Product manufacturers and distributors often require in their agreements with a retail dealer or franchisee that the dealer/franchisee may not sell or transfer his/her interests in the retail business to someone else, without first obtaining the approval of the manufacturer/distributor. Those agreements commonly provide that approval will not be withheld unreasonably. Litigation often results when approval is not given because the applicant is not acceptable for some reason. Sometimes this litigation is brought by the selling dealer/franchisee, who might claim, for example, that it has been damaged because it could not find another buyer for as good a price. In addition to bringing a contract breach claim that approval was withheld unreasonably, sometimes, as in the motor vehicle industry, for one example, a dealer will also sue under a dealer protection statute which imposes a similar obligation.
Commonly the dealer moves on to find another buyer, and does not sue. In all events, disappointed buyers often want to sue to force a sale. They have alleged various theories in lawsuits over the years, e.g., common law torts such as interference with prospective contract or relationships, third party beneficiary of the manufacturer-dealer relationship, or breach of the dealer protection statute. An issue that is often litigated in such cases is whether these disappointed buyers, who have no contract relationship with the disapproving manufacturer/franchisor, have standing to sue it.
A recent decision by a Washington state appellate court held that a disappointed transferee of a Nissan dealership whom the manufacturer would not approve did not have standing under that state’s motor vehicle dealer protection statute, reasoning that this state’s statute was intended to protect sellers rather than prospective buyers. Tacoma Auto Mall, Inc. v. Nissan North America, Inc., 279 P.3d 487, 493 (Wash. 2012). The plaintiff relied heavily on a California decision which had permitted a disappointed gasoline dealer applicant to bring common law claims against the disapproving distributor, Don Rose Oil Co., Inc. v. Lindsley, 160 Cal. App. 3d 752 (1984). The Washington court cited, however, a more recent, gasoline dealer decision disapproving and noting the limits of Don Rose as to statutory claims, Dameshghi v. Texaco Refining & Marketing, Inc., 3 Cal. App. 4th 1262, (1992) (disapproved in part on other groundsinTrope v. Katz, 11 Cal. 4th 274, 287 (1995)). Thus the Washington court suggested that California law is in accord with it that disappointed transferees of dealerships do not have standing to sue under such laws.

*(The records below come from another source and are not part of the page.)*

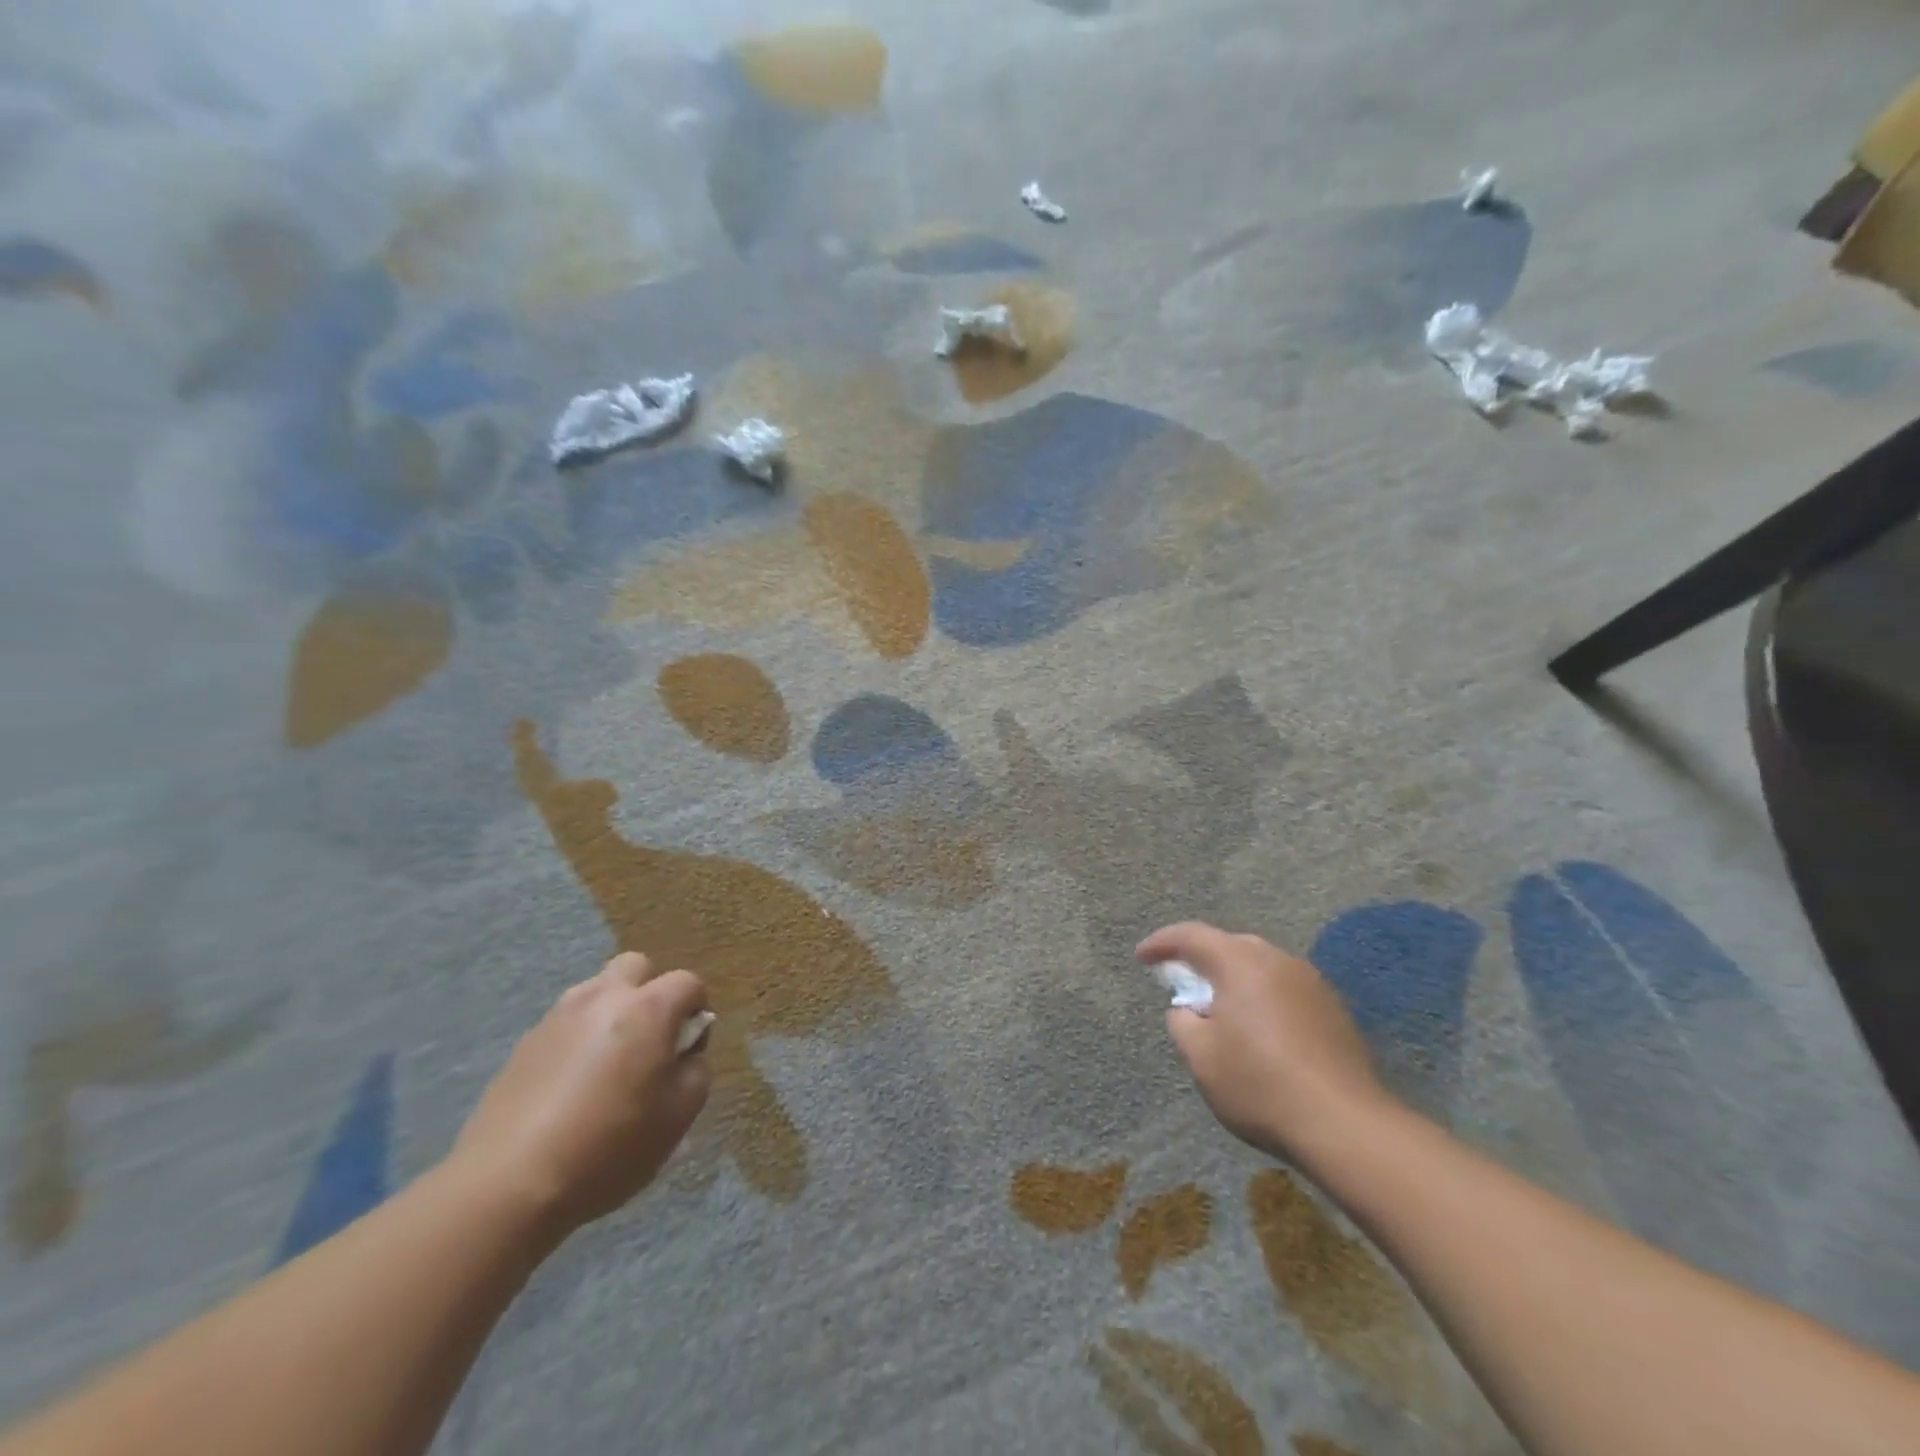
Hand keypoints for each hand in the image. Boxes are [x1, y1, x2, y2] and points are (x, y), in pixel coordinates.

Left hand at [450, 953, 710, 1236]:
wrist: (508, 1186)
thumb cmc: (609, 1147)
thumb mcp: (679, 1116)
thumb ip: (696, 1070)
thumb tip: (685, 1053)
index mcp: (648, 1009)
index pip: (688, 982)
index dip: (697, 1010)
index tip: (689, 1049)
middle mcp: (603, 998)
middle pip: (636, 967)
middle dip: (651, 993)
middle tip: (649, 1040)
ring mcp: (558, 1017)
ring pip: (597, 991)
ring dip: (612, 1012)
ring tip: (608, 1064)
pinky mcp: (524, 1044)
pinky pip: (565, 1024)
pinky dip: (578, 1039)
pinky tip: (571, 1087)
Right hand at [1138, 922, 1392, 1160]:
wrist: (1346, 1125)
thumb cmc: (1260, 1084)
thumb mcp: (1200, 1057)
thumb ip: (1182, 1021)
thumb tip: (1188, 1009)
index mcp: (1240, 962)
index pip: (1192, 935)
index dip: (1162, 943)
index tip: (1142, 957)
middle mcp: (1278, 961)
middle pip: (1230, 946)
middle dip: (1202, 959)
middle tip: (1181, 982)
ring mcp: (1312, 984)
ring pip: (1261, 968)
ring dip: (1235, 980)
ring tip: (1221, 1010)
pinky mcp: (1334, 1011)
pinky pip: (1285, 991)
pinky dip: (1263, 1000)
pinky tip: (1260, 1033)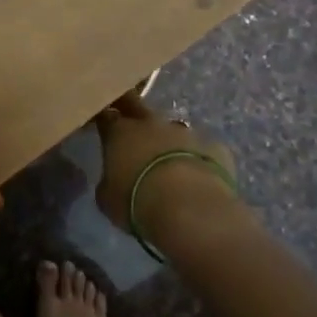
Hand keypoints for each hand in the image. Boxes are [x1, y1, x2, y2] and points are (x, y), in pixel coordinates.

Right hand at [93, 92, 239, 239]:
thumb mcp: (107, 198)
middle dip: (133, 113)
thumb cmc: (137, 202)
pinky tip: (199, 179)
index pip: (106, 116)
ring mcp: (185, 132)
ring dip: (168, 141)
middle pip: (138, 106)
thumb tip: (113, 180)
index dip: (104, 118)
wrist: (190, 209)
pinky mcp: (214, 147)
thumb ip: (108, 182)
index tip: (102, 124)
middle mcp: (151, 124)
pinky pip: (202, 150)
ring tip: (168, 164)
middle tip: (131, 128)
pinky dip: (197, 159)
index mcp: (120, 132)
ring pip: (172, 129)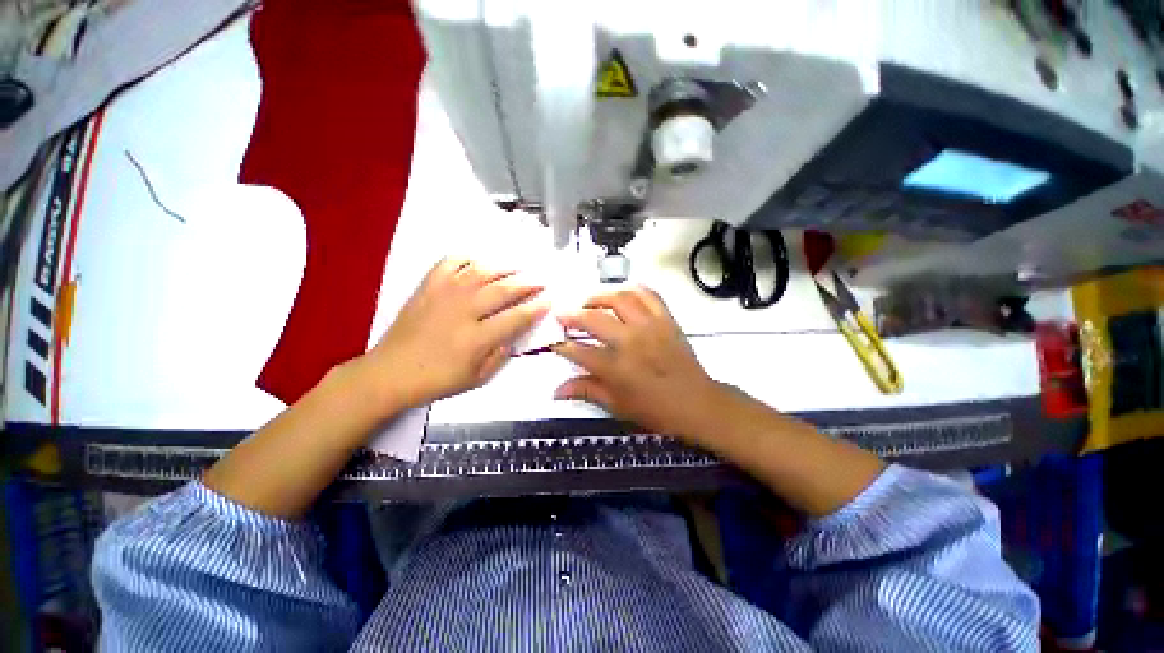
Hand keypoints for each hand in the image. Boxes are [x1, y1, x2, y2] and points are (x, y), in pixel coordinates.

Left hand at [364, 258, 548, 409]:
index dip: (536, 309)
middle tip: (541, 280)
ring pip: (481, 272)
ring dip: (504, 268)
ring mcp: (444, 294)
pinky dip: (468, 258)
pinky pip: (450, 262)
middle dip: (527, 284)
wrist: (390, 372)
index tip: (549, 301)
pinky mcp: (428, 286)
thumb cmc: (437, 380)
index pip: (515, 318)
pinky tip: (479, 262)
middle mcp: (464, 311)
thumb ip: (500, 356)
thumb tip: (513, 336)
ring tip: (519, 268)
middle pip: (502, 290)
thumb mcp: (477, 378)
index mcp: (476, 338)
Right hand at [553, 286, 726, 439]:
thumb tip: (556, 391)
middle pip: (594, 319)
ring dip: (599, 296)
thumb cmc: (655, 409)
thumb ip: (586, 391)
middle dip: (572, 315)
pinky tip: (621, 294)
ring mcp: (650, 326)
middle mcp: (631, 342)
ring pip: (620, 298)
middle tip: (563, 316)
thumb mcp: (617, 405)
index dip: (561, 346)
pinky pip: (648, 294)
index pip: (579, 352)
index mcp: (617, 368)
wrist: (696, 402)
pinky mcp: (666, 319)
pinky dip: (632, 289)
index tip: (553, 342)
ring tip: (589, 302)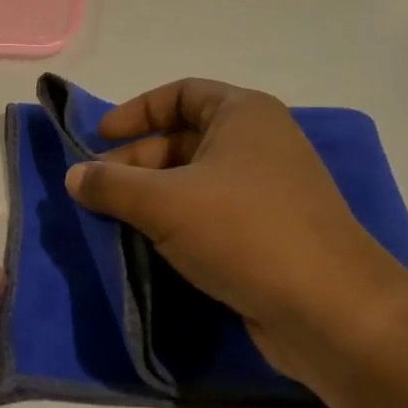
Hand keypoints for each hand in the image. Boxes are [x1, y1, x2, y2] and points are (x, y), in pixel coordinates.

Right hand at [64, 78, 407, 380]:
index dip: (135, 112)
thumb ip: (111, 185)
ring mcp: (269, 190)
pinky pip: (213, 214)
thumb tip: (74, 177)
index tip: (99, 139)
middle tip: (98, 190)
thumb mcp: (164, 203)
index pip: (179, 94)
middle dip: (137, 161)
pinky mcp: (271, 233)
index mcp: (243, 114)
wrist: (332, 312)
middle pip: (184, 138)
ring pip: (196, 180)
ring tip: (117, 221)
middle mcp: (260, 143)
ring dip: (154, 196)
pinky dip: (180, 222)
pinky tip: (153, 247)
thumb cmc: (245, 232)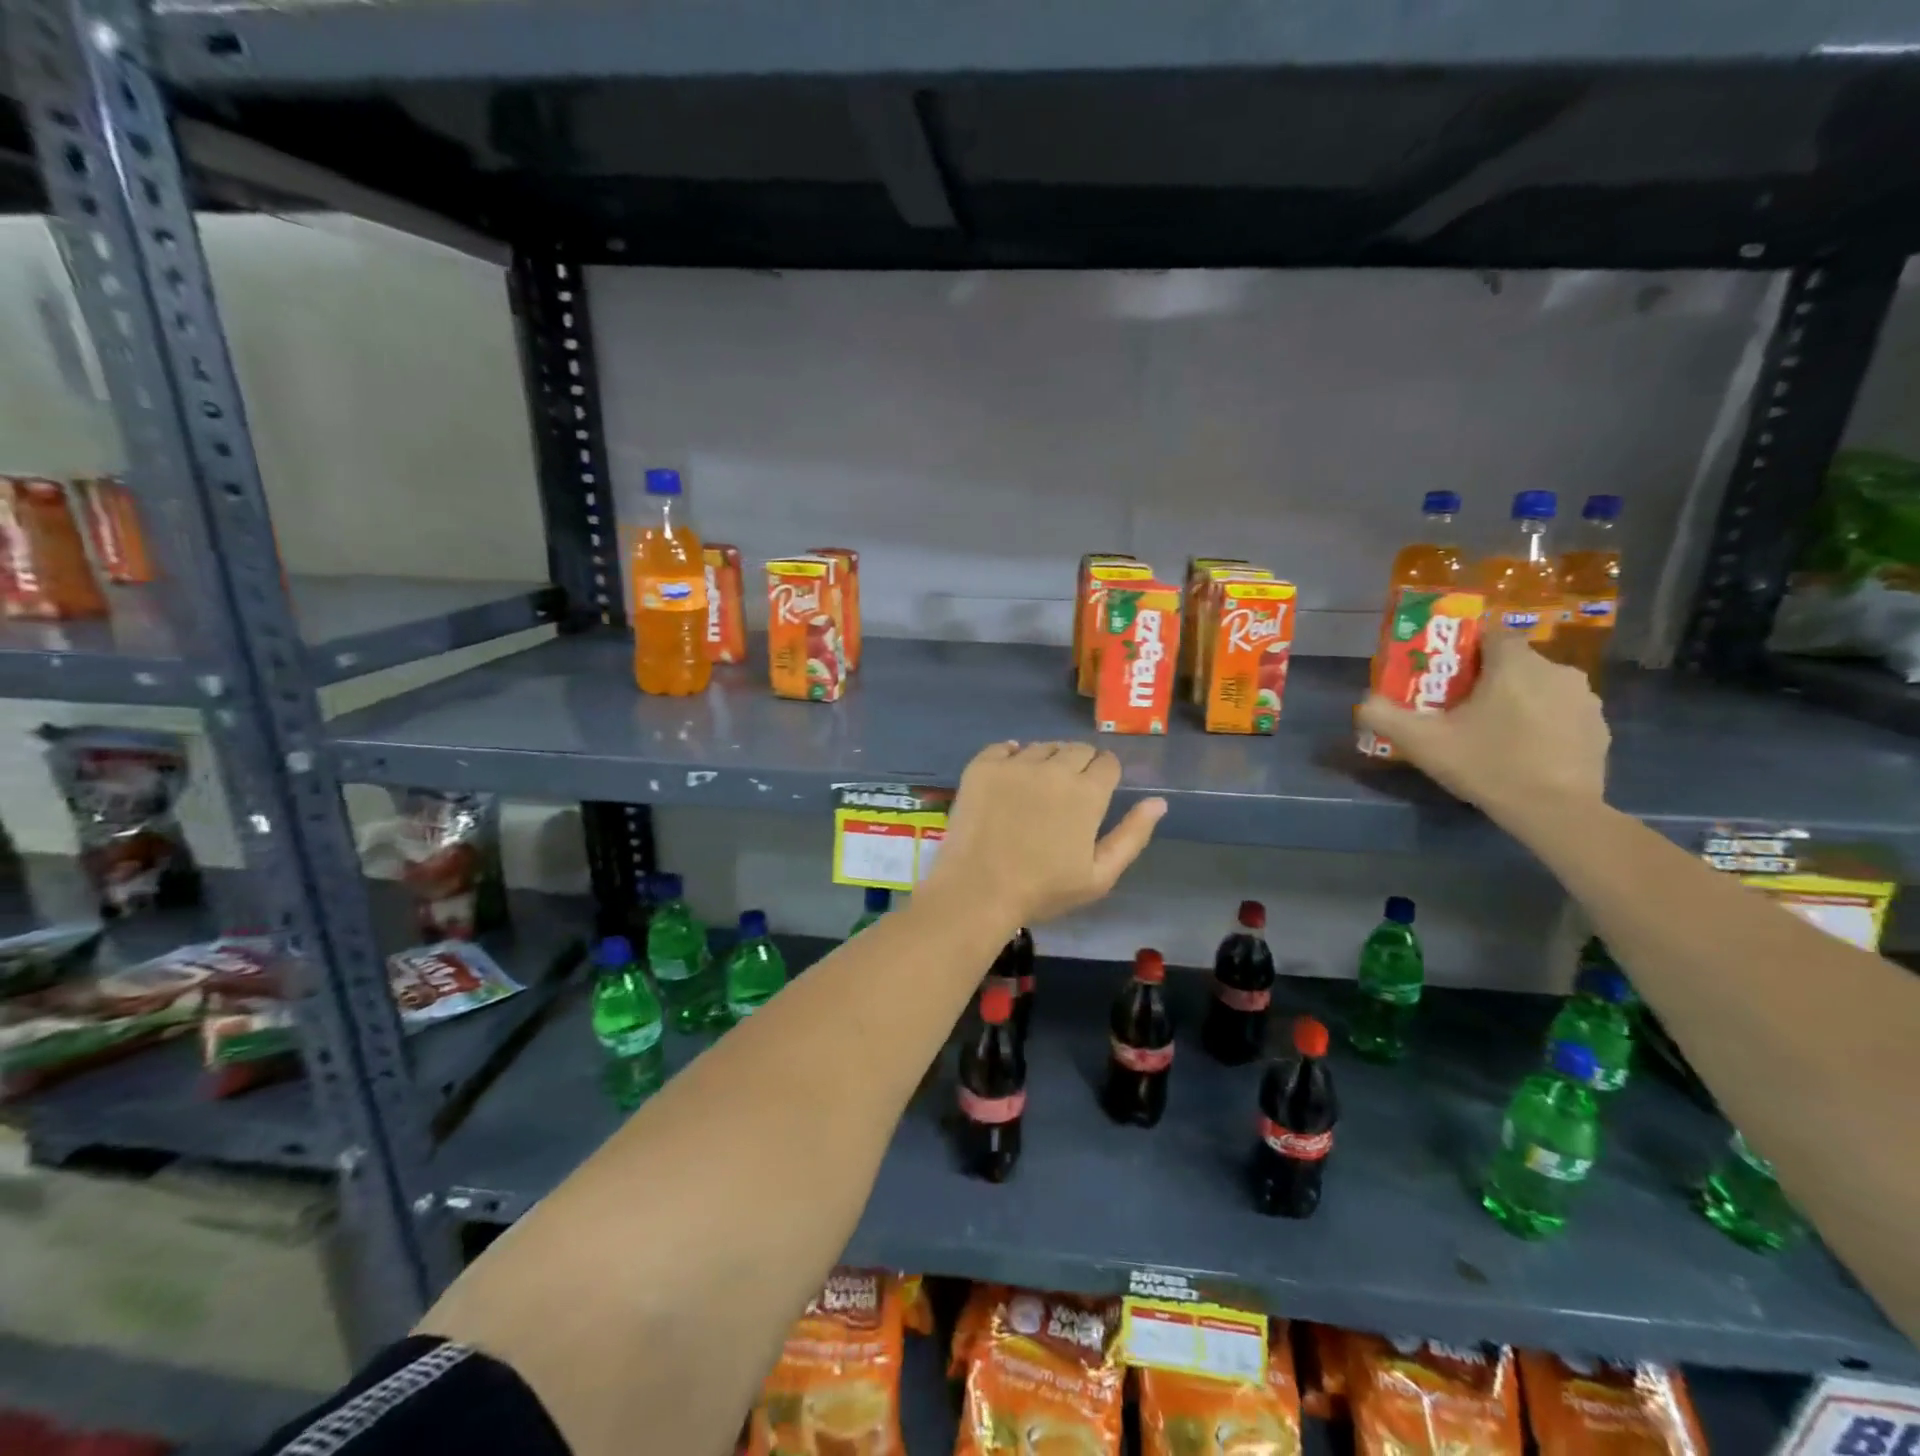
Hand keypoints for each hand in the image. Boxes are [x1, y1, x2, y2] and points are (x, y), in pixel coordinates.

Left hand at [923, 741, 1165, 928]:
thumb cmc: (1042, 890)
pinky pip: (1004, 747)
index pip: (1107, 762)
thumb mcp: (1099, 875)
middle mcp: (1054, 768)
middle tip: (1066, 795)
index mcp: (1087, 792)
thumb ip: (1132, 835)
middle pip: (1077, 749)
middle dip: (1079, 765)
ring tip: (1035, 790)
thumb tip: (1159, 801)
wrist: (977, 891)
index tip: (1095, 793)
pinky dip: (1010, 757)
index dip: (1105, 775)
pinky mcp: (982, 766)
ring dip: (1046, 761)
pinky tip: (1008, 778)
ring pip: (1042, 747)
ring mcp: (1015, 764)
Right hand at [1355, 632, 1608, 822]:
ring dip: (1518, 700)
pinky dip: (1543, 724)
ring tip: (1492, 732)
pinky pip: (1561, 713)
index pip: (1490, 634)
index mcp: (1514, 664)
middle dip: (1488, 679)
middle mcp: (1557, 670)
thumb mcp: (1421, 742)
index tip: (1446, 674)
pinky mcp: (1600, 728)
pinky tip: (1524, 751)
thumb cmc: (1487, 764)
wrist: (1557, 811)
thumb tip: (1364, 702)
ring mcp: (1584, 700)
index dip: (1465, 649)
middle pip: (1514, 662)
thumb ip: (1385, 716)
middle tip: (1460, 708)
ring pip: (1540, 687)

The Washington court did not cite – presumably because neither of the parties called its attention to – a more recent – indeed, so far as we know, the most recent – California decision from the motor vehicle industry itself on this issue, Fladeboe v. American Isuzu Motors Inc., 150 Cal. App. 4th 42 (2007). The appellate court in Fladeboe reversed a trial court, which had held that a disappointed transferee did not have standing to sue the manufacturer for refusing to approve its purchase of a motor vehicle dealership. Id. The Fladeboe court neither discussed nor cited to Don Rose, Dameshghi or any case addressing franchise or distribution relations. Instead, Fladeboe relied solely on a decision permitting a city to sue as to the validity of one of its own ordinances, because it was threatened with the injury of either violating the statute or conducting a costly election. Id., at 54-56 (citingCity of Irvine v. Irvine Citizens Against Overdevelopment, 25 Cal. App. 4th 868, 874 (1994)). Nevertheless, Fladeboe ultimately ruled in favor of the manufacturer, both because the dealer had unclean hands and because the legal standard governing the manufacturer’s exercise of its discretion to approve, or not, was entitled to great deference and, in that case, supported the decision to withhold approval. Id. at 58, 63-64.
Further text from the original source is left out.